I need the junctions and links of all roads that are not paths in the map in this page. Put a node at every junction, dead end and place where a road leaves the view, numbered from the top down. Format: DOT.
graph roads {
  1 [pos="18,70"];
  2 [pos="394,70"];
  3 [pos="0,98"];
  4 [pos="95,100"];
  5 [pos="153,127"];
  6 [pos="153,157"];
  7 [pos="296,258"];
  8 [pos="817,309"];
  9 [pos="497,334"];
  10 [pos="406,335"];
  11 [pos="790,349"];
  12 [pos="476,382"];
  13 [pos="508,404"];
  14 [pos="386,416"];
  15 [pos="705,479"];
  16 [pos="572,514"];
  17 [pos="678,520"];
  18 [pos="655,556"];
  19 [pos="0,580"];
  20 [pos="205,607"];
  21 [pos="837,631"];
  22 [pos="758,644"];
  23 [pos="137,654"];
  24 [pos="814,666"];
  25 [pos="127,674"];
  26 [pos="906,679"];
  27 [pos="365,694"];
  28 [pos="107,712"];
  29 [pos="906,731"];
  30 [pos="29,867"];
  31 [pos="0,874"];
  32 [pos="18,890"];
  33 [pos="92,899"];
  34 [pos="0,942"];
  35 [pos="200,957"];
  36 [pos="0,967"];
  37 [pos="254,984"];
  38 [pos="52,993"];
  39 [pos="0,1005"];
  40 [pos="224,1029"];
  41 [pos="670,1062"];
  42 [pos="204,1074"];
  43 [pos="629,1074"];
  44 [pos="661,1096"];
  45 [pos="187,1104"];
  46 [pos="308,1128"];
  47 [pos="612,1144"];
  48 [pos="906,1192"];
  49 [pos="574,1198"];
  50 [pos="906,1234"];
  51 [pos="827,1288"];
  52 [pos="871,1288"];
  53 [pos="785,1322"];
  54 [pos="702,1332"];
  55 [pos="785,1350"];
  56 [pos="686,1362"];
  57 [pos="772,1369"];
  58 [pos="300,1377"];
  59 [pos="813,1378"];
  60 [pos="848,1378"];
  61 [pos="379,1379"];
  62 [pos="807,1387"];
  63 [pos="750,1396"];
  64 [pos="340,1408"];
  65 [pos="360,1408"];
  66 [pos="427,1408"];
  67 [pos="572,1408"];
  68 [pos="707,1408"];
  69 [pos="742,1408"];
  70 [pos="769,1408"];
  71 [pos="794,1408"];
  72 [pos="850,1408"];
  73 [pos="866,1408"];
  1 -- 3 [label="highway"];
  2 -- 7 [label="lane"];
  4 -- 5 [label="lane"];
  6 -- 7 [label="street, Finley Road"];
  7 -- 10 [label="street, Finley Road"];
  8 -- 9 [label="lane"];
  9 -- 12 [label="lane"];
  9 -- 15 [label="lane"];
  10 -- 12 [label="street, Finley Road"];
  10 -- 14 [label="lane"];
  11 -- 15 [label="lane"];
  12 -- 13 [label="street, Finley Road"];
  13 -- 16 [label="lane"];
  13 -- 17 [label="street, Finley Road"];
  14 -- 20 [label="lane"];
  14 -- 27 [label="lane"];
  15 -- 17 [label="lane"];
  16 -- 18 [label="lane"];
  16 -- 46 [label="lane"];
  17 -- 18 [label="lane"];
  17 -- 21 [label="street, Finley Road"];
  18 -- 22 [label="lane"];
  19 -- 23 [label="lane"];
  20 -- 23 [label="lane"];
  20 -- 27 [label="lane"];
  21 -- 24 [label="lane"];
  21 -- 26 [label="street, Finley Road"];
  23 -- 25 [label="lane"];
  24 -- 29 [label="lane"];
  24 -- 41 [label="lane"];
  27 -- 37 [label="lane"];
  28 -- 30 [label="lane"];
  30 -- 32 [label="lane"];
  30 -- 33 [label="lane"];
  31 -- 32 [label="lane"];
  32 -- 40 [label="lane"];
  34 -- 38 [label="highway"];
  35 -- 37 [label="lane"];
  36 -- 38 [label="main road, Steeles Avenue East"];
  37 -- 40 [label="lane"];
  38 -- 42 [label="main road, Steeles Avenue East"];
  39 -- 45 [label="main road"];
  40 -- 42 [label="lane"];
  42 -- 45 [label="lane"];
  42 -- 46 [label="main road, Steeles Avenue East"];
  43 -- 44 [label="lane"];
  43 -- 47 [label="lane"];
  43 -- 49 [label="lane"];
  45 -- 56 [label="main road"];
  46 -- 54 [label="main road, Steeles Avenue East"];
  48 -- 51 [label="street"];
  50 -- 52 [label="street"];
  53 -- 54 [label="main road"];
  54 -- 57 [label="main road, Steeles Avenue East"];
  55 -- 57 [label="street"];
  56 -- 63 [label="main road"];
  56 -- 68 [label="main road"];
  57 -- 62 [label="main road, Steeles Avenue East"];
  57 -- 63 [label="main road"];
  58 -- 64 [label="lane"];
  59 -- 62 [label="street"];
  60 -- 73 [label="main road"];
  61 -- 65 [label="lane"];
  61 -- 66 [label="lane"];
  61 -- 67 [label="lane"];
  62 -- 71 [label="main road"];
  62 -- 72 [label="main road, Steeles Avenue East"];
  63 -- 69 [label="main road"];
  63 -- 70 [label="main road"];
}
§ §
### What to produce
The output should be the entire listing, exactly as it is.

### Result of the exercise
I need the junctions and links of all roads that are not paths in the map in this page. Put a node at every junction, dead end and place where a road leaves the view, numbered from the top down. Format: DOT.
graph roads {
  1 [pos="18,70"];
  2 [pos="394,70"];
  3 [pos="0,98"];
  4 [pos="95,100"];
  5 [pos="153,127"];
  6 [pos="153,157"];
  7 [pos="296,258"];
  8 [pos="817,309"];
  9 [pos="497,334"];
  10 [pos="406,335"];
  11 [pos="790,349"];
  12 [pos="476,382"];
  13 [pos="508,404"];
  14 [pos="386,416"];
  15 [pos="705,479"];
  16 [pos="572,514"];
  17 [pos="678,520"];
  18 [pos="655,556"];
  19 [pos="0,580"];
  20 [pos="205,607"];
  21 [pos="837,631"];
  22 [pos="758,644"];
  23 [pos="137,654"];
  24 [pos="814,666"];
  25 [pos="127,674"];
  26 [pos="906,679"];
  27 [pos="365,694"];
  28 [pos="107,712"];
  29 [pos="906,731"];
  30 [pos="29,867"];
  31 [pos="0,874"];
  32 [pos="18,890"];
  33 [pos="92,899"];
  34 [pos="0,942"];
  35 [pos="200,957"];
  36 [pos="0,967"];
  37 [pos="254,984"];
  38 [pos="52,993"];
  39 [pos="0,1005"];
  40 [pos="224,1029"];
  41 [pos="670,1062"];
  42 [pos="204,1074"];
  43 [pos="629,1074"];
  44 [pos="661,1096"];
  45 [pos="187,1104"];
  46 [pos="308,1128"];
  47 [pos="612,1144"];
  48 [pos="906,1192"];
  49 [pos="574,1198"];
  50 [pos="906,1234"];
  51 [pos="827,1288"];
  52 [pos="871,1288"];
  53 [pos="785,1322"];
  54 [pos="702,1332"];
  55 [pos="785,1350"];
  56 [pos="686,1362"];
  57 [pos="772,1369"];
  58 [pos="300,1377"];
  59 [pos="813,1378"];
  60 [pos="848,1378"];
  61 [pos="379,1379"];
  62 [pos="807,1387"];
  63 [pos="750,1396"];
  64 [pos="340,1408"];
  65 [pos="360,1408"];
  66 [pos="427,1408"];
  67 [pos="572,1408"];
  68 [pos="707,1408"];
  69 [pos="742,1408"];
  70 [pos="769,1408"];
  71 [pos="794,1408"];
  72 [pos="850,1408"];
  73 [pos="866,1408"];
  1 -- 3 [label="highway"];
  2 -- 7 [label="lane"];
  4 -- 5 [label="lane"];
  6 -- 7 [label="street, Finley Road"];
  7 -- 10 [label="street, Finley Road"];
  8 -- 9 [label="lane"];
  9 -- 12 [label="lane"];
  9 -- 15 [label="lane"];
  10 -- 12 [label="street, Finley Road"];
  10 -- 14 [label="lane"];
  11 -- 15 [label="lane"];
  12 -- 13 [label="street, Finley Road"];
  13 -- 16 [label="lane"];
  13 -- 17 [label="street, Finley Road"];
  14 -- 20 [label="lane"];
  14 -- 27 [label="lane"];
  15 -- 17 [label="lane"];
  16 -- 18 [label="lane"];
  16 -- 46 [label="lane"];
  17 -- 18 [label="lane"];
  17 -- 21 [label="street, Finley Road"];
  18 -- 22 [label="lane"];
  19 -- 23 [label="lane"];
  20 -- 23 [label="lane"];
  20 -- 27 [label="lane"];
  21 -- 24 [label="lane"];
  21 -- 26 [label="street, Finley Road"];
  23 -- 25 [label="lane"];
  24 -- 29 [label="lane"];
  24 -- 41 [label="lane"];
  27 -- 37 [label="lane"];
  28 -- 30 [label="lane"];
  30 -- 32 [label="lane"];
  30 -- 33 [label="lane"];
  31 -- 32 [label="lane"];
  32 -- 40 [label="lane"];
  34 -- 38 [label="highway"];
  35 -- 37 [label="lane"];
  36 -- 38 [label="main road, Steeles Avenue East"];
  37 -- 40 [label="lane"];
  38 -- 42 [label="main road, Steeles Avenue East"];
  39 -- 45 [label="main road"];
  40 -- 42 [label="lane"];
  42 -- 45 [label="lane"];
  42 -- 46 [label="main road, Steeles Avenue East"];
  43 -- 44 [label="lane"];
  43 -- 47 [label="lane"];
  43 -- 49 [label="lane"];
  45 -- 56 [label="main road"];
  46 -- 54 [label="main road, Steeles Avenue East"];
  48 -- 51 [label="street"];
  50 -- 52 [label="street"];
  53 -- 54 [label="main road"];
  54 -- 57 [label="main road, Steeles Avenue East"];
  55 -- 57 [label="street"];
  56 -- 63 [label="main road"];
  56 -- 68 [label="main road"];
  57 -- 62 [label="main road, Steeles Avenue East"];
  57 -- 63 [label="main road"];
  58 -- 64 [label="lane"];
  59 -- 62 [label="street"];
  60 -- 73 [label="main road"];
  61 -- 65 [label="lane"];
  61 -- 66 [label="lane"];
  61 -- 67 [label="lane"];
  62 -- 71 [label="main road"];
  62 -- 72 [label="main road, Steeles Avenue East"];
  63 -- 69 [label="main road"];
  63 -- 70 [label="main road"];
}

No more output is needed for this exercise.